**Problem**
In the listing below, every line with the word "bridge" needs to be copied.

=-=-=-=-=

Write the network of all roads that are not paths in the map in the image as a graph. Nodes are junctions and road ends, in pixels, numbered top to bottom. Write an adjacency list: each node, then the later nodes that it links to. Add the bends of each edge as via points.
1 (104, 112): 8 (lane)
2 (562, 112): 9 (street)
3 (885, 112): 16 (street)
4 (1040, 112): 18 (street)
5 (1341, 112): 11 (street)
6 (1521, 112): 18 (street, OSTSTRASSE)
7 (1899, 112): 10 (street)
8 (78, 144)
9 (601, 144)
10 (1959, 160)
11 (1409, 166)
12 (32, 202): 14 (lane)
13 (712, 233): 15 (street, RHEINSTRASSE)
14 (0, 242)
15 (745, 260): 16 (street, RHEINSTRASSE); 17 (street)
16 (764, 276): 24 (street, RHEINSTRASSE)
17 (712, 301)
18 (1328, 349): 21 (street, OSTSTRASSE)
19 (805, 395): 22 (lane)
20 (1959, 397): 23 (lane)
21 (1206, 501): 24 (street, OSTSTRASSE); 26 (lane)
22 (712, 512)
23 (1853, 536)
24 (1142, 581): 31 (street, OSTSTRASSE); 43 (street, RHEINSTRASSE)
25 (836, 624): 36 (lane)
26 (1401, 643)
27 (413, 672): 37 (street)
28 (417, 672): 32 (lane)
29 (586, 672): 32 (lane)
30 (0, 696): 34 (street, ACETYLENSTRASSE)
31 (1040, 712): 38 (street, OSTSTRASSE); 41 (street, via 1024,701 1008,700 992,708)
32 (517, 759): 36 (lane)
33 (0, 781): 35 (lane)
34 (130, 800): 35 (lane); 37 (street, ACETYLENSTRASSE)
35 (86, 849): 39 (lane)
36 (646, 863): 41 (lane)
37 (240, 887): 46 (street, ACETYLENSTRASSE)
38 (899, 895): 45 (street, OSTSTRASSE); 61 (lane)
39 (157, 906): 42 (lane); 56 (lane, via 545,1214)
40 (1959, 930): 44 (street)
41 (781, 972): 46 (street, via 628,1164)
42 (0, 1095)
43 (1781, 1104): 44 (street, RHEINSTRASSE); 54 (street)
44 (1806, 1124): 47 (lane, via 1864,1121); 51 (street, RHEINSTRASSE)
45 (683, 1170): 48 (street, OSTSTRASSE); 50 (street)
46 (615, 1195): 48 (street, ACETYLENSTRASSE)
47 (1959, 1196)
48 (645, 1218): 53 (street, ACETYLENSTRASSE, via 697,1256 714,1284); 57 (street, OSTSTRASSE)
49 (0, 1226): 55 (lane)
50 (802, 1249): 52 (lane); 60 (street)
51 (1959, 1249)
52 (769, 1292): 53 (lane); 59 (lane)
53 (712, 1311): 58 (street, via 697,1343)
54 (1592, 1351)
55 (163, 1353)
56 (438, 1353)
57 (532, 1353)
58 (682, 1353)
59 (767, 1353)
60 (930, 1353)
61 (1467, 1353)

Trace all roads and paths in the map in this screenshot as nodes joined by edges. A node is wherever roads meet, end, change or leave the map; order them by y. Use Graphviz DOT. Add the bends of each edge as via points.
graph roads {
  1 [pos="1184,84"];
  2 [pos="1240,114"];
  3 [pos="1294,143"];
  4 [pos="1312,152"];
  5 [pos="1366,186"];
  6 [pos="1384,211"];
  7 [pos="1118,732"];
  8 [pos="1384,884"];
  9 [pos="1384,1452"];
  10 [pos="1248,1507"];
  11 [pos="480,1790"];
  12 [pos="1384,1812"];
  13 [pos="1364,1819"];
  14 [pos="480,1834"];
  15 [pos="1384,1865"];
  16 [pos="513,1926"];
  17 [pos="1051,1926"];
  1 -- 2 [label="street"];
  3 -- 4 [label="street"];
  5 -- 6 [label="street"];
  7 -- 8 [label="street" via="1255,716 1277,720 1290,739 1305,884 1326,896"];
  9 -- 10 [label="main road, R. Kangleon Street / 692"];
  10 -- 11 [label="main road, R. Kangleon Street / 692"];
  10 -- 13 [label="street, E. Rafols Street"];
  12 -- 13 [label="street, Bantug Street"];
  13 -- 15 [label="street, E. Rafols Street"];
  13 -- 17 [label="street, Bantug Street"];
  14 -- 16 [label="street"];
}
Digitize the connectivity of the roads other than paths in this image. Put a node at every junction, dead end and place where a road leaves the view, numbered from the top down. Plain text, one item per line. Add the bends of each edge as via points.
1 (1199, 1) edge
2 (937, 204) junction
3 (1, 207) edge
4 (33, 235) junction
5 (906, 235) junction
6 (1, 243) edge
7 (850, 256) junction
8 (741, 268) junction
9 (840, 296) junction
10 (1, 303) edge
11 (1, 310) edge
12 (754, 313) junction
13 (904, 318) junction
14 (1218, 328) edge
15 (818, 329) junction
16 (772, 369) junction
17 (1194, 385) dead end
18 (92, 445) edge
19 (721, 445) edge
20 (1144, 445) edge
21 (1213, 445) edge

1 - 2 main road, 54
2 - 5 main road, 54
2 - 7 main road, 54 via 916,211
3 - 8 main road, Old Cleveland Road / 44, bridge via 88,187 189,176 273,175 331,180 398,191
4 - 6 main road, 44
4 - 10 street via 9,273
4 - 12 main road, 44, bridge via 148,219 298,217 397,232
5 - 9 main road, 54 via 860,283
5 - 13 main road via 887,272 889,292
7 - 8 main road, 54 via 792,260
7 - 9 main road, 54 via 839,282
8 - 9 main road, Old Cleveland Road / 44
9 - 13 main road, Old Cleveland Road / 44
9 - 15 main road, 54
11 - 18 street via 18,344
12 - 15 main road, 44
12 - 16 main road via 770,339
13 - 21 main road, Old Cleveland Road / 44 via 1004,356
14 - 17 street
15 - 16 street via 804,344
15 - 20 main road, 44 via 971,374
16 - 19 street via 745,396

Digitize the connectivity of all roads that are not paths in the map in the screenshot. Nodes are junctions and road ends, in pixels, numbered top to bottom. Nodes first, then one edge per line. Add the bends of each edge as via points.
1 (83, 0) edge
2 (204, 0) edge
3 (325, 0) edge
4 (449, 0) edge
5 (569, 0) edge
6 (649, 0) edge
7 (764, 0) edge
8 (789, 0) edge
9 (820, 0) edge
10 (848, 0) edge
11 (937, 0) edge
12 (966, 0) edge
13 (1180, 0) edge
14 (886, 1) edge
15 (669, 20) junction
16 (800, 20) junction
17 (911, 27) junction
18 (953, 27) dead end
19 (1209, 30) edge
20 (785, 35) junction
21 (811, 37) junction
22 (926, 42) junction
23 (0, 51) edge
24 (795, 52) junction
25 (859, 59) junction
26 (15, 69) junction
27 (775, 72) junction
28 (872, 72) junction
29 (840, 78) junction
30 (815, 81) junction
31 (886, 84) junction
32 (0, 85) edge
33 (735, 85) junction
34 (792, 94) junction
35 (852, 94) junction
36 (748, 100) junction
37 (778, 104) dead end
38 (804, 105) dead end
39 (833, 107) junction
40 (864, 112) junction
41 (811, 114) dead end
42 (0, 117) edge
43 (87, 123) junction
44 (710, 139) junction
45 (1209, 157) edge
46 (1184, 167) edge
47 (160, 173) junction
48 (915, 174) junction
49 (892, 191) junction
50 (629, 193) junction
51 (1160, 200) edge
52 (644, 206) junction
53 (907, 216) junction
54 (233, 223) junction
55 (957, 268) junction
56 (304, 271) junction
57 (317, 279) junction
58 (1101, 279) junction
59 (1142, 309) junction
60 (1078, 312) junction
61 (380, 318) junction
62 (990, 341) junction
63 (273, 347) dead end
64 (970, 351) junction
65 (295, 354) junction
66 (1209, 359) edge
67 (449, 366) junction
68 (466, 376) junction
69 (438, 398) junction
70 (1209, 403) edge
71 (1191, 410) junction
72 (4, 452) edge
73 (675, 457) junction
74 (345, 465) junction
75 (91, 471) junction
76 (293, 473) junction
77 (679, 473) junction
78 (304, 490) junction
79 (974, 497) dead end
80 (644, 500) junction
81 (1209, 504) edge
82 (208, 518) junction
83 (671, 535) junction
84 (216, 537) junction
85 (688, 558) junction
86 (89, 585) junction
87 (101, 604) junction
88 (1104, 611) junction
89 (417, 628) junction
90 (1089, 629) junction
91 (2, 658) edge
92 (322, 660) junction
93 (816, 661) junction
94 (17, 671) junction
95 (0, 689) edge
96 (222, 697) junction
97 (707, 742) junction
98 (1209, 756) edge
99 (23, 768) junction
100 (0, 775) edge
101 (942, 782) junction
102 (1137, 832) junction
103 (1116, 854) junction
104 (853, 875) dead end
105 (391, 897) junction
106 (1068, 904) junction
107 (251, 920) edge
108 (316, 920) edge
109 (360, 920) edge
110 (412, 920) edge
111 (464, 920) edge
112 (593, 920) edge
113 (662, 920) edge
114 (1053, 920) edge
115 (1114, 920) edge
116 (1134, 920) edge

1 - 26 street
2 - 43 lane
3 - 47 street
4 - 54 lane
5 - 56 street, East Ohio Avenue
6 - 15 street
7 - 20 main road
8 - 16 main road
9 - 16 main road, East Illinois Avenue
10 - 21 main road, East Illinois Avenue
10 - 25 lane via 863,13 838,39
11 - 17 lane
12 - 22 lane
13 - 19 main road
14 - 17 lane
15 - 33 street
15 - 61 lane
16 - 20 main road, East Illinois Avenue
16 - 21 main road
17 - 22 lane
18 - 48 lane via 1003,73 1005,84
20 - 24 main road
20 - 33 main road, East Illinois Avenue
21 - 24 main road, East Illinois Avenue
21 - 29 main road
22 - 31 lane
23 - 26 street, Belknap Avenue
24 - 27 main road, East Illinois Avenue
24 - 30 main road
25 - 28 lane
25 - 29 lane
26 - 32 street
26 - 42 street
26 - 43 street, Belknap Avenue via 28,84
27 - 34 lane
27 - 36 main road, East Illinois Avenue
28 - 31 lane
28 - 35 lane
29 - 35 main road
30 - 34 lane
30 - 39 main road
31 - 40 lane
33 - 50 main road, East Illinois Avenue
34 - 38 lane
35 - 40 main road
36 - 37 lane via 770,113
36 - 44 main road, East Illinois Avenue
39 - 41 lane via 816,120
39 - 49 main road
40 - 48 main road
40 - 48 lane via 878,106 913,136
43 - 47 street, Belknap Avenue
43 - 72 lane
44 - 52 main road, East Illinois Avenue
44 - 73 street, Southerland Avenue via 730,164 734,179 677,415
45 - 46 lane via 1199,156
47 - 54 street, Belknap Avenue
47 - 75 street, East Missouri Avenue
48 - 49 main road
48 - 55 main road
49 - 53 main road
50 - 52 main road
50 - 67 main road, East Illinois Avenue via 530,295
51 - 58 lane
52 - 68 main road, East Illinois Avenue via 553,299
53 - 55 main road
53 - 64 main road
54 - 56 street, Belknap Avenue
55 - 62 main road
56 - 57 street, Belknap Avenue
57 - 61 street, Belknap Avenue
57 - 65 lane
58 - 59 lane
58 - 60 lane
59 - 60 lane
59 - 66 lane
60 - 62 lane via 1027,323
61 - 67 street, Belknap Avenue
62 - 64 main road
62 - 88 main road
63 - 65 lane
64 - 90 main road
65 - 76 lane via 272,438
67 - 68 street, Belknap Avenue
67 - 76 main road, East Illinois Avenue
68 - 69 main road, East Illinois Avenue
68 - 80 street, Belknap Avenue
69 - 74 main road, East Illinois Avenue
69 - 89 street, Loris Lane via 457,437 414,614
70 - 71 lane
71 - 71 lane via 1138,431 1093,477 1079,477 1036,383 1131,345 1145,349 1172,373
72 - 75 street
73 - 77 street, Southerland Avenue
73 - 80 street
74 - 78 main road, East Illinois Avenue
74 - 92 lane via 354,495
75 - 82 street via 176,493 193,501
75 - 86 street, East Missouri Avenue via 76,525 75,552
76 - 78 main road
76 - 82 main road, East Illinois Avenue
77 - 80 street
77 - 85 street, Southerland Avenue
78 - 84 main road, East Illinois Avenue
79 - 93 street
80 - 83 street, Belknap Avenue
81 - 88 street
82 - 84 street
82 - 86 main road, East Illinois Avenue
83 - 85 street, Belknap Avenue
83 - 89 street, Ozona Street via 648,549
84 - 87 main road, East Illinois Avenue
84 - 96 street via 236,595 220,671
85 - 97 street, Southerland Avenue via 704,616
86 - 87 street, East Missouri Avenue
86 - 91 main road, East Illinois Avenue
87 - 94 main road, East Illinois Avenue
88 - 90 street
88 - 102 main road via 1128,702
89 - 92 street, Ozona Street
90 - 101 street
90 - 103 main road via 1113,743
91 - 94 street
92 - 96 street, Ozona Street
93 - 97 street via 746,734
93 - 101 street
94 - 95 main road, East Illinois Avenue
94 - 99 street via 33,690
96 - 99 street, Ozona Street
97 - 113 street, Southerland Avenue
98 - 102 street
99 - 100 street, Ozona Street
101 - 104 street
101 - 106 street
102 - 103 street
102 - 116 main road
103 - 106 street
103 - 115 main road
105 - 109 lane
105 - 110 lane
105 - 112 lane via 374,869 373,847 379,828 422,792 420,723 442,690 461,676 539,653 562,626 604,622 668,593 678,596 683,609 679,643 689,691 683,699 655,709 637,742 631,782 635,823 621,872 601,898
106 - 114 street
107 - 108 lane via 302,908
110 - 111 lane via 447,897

=-=-=-=-=

**Expected output**
3 - 8 main road, Old Cleveland Road / 44, bridge via 88,187 189,176 273,175 331,180 398,191
4 - 12 main road, 44, bridge via 148,219 298,217 397,232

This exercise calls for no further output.